Every line in the data below that has the word "points" should be returned.

(Saved data entries)

□ □ □

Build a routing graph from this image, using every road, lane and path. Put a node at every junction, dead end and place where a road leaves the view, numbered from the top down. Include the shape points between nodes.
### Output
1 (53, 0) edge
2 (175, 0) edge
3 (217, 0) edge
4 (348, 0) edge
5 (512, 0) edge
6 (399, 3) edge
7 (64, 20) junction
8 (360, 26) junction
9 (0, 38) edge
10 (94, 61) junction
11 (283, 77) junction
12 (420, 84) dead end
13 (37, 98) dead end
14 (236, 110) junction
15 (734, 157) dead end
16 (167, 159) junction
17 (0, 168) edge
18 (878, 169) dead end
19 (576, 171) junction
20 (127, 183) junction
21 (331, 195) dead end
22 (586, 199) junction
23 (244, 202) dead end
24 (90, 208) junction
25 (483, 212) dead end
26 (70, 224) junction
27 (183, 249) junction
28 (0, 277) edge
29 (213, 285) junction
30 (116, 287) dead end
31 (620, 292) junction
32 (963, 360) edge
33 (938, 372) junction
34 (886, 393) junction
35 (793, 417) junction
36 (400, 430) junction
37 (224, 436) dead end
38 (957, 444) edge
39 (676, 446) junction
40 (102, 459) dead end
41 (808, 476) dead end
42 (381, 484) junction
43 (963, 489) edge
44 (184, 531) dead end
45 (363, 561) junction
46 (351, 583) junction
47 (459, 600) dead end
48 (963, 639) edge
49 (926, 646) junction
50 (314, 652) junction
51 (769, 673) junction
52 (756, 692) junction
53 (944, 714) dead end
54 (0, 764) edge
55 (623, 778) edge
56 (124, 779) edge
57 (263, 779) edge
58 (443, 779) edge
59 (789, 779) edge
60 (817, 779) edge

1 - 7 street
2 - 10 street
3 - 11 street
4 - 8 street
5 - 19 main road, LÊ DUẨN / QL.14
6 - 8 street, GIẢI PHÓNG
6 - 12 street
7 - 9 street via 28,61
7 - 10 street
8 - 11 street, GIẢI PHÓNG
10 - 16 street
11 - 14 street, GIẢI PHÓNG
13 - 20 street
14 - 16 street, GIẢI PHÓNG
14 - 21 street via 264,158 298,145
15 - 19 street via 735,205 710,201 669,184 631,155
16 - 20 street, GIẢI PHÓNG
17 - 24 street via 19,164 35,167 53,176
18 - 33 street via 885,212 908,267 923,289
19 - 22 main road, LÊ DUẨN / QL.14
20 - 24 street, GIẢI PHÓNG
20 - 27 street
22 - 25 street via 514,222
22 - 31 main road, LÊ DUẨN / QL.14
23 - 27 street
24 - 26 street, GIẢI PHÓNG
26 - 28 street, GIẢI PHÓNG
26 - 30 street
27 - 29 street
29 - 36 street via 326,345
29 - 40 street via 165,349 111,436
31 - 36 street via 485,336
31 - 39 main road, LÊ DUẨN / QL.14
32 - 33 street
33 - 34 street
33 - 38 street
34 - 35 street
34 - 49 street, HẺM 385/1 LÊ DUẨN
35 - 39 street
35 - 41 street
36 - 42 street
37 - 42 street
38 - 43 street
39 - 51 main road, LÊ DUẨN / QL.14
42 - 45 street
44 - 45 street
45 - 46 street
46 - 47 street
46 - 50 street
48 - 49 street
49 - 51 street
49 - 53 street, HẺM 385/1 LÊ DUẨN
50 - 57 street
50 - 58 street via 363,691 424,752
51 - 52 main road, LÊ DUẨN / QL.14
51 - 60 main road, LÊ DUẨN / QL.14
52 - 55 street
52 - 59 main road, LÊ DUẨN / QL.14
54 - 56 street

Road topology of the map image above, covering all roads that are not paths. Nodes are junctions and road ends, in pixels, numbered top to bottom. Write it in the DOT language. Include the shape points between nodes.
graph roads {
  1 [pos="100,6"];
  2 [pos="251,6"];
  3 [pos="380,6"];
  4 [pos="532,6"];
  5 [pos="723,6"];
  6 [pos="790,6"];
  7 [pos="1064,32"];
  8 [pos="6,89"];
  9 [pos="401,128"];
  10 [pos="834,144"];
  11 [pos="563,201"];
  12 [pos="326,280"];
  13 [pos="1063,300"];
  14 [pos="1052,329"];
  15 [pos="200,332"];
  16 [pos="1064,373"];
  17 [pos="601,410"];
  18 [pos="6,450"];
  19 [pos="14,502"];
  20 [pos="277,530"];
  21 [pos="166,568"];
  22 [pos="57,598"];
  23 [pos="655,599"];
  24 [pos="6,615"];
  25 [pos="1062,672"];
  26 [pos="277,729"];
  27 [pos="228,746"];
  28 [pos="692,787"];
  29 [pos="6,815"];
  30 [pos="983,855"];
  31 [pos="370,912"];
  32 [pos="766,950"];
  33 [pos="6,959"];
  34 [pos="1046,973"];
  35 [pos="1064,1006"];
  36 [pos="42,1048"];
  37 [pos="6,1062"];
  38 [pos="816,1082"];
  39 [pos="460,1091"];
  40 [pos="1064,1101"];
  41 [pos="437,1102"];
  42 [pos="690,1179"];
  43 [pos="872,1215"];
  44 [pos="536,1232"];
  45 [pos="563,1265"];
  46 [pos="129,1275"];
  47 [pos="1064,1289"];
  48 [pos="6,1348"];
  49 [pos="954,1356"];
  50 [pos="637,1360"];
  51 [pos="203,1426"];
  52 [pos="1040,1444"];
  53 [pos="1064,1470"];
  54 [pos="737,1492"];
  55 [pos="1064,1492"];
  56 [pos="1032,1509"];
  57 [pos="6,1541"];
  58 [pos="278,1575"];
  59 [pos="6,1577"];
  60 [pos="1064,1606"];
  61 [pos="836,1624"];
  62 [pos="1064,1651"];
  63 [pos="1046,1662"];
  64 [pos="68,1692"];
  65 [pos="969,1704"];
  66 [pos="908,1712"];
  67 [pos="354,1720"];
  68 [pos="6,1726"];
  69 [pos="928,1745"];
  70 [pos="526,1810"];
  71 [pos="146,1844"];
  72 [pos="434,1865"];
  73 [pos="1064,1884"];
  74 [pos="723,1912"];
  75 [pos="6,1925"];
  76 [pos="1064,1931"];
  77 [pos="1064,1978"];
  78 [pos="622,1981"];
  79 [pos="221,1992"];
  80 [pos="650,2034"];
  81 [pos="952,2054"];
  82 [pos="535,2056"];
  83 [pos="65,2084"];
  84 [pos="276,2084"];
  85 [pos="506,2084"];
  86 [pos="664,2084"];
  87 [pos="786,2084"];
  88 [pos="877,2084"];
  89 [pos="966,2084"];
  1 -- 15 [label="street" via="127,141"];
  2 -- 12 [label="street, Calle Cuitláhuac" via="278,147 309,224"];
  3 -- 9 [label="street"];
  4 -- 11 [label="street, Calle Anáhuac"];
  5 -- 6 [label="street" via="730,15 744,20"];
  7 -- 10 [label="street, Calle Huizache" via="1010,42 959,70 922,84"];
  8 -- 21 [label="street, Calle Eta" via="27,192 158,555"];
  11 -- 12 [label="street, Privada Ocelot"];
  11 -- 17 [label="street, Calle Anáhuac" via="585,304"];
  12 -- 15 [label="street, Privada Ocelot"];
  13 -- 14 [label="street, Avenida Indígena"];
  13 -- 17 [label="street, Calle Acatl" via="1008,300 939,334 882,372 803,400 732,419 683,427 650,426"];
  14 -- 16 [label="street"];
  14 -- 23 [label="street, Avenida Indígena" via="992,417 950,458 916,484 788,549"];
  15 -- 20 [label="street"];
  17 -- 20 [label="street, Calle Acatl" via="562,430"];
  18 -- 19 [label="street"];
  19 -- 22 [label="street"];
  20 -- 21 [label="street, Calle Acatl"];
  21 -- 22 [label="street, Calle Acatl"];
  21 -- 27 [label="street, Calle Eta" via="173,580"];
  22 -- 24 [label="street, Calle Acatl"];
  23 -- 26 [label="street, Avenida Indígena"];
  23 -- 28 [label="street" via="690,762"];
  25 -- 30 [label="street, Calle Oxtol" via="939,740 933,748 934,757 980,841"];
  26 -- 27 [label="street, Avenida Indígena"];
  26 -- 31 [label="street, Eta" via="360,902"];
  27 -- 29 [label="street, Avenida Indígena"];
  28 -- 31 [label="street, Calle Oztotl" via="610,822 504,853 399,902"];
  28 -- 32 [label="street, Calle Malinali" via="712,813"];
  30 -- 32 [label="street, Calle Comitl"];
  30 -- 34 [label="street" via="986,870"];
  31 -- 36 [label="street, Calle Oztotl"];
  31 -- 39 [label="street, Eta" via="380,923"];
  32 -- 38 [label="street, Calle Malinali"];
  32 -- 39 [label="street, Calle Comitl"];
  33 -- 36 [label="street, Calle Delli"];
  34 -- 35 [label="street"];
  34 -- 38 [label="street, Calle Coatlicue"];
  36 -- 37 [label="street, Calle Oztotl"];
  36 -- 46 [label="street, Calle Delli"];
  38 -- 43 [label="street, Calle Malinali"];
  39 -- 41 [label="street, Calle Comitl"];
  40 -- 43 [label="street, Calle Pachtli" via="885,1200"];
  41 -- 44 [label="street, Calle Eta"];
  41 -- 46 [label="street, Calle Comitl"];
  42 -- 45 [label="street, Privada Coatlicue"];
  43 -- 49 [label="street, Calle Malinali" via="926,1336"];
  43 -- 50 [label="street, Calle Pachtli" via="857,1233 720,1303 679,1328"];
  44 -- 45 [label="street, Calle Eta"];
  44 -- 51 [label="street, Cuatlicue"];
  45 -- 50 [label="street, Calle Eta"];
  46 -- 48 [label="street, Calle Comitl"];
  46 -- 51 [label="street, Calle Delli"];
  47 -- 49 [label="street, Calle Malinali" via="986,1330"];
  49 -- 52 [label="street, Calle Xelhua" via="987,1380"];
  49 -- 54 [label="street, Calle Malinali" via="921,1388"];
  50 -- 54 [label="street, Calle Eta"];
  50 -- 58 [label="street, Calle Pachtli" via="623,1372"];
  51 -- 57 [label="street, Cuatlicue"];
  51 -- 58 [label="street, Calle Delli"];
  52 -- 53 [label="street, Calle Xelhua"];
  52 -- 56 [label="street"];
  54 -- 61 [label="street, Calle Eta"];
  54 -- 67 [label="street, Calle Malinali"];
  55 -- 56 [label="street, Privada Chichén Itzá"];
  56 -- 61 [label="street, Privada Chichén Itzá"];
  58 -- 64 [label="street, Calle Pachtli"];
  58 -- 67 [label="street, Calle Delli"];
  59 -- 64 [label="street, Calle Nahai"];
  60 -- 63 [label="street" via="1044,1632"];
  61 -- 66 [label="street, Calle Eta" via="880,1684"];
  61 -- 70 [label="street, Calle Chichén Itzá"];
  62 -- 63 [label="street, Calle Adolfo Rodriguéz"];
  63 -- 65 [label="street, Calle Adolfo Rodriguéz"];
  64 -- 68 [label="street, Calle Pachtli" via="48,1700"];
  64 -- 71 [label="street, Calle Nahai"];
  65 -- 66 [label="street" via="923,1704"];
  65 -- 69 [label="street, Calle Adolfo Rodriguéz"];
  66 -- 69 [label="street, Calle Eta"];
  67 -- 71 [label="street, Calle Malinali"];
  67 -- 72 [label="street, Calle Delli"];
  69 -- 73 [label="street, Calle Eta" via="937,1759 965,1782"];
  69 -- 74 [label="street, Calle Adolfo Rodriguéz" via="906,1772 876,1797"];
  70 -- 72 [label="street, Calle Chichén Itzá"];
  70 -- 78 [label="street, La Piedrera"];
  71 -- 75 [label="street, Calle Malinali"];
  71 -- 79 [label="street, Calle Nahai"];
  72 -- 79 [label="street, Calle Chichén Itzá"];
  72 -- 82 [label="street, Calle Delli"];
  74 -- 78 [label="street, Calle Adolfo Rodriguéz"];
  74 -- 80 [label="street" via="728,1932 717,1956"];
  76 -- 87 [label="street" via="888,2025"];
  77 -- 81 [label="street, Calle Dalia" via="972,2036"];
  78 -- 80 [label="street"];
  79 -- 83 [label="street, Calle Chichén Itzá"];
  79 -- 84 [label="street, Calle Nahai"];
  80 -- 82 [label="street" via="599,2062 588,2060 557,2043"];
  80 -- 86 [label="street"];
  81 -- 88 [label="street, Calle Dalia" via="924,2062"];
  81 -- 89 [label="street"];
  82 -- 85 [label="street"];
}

□ □ □

* Reply:
Build a routing graph from this image, using every road, lane and path. Put a node at every junction, dead end and place where a road leaves the view, numbered from the top down. Include the shape points between nodes.
Road topology of the map image above, covering all roads that are not paths. Nodes are junctions and road ends, in pixels, numbered top to bottom. Write it in the DOT language. Include the shape points between nodes.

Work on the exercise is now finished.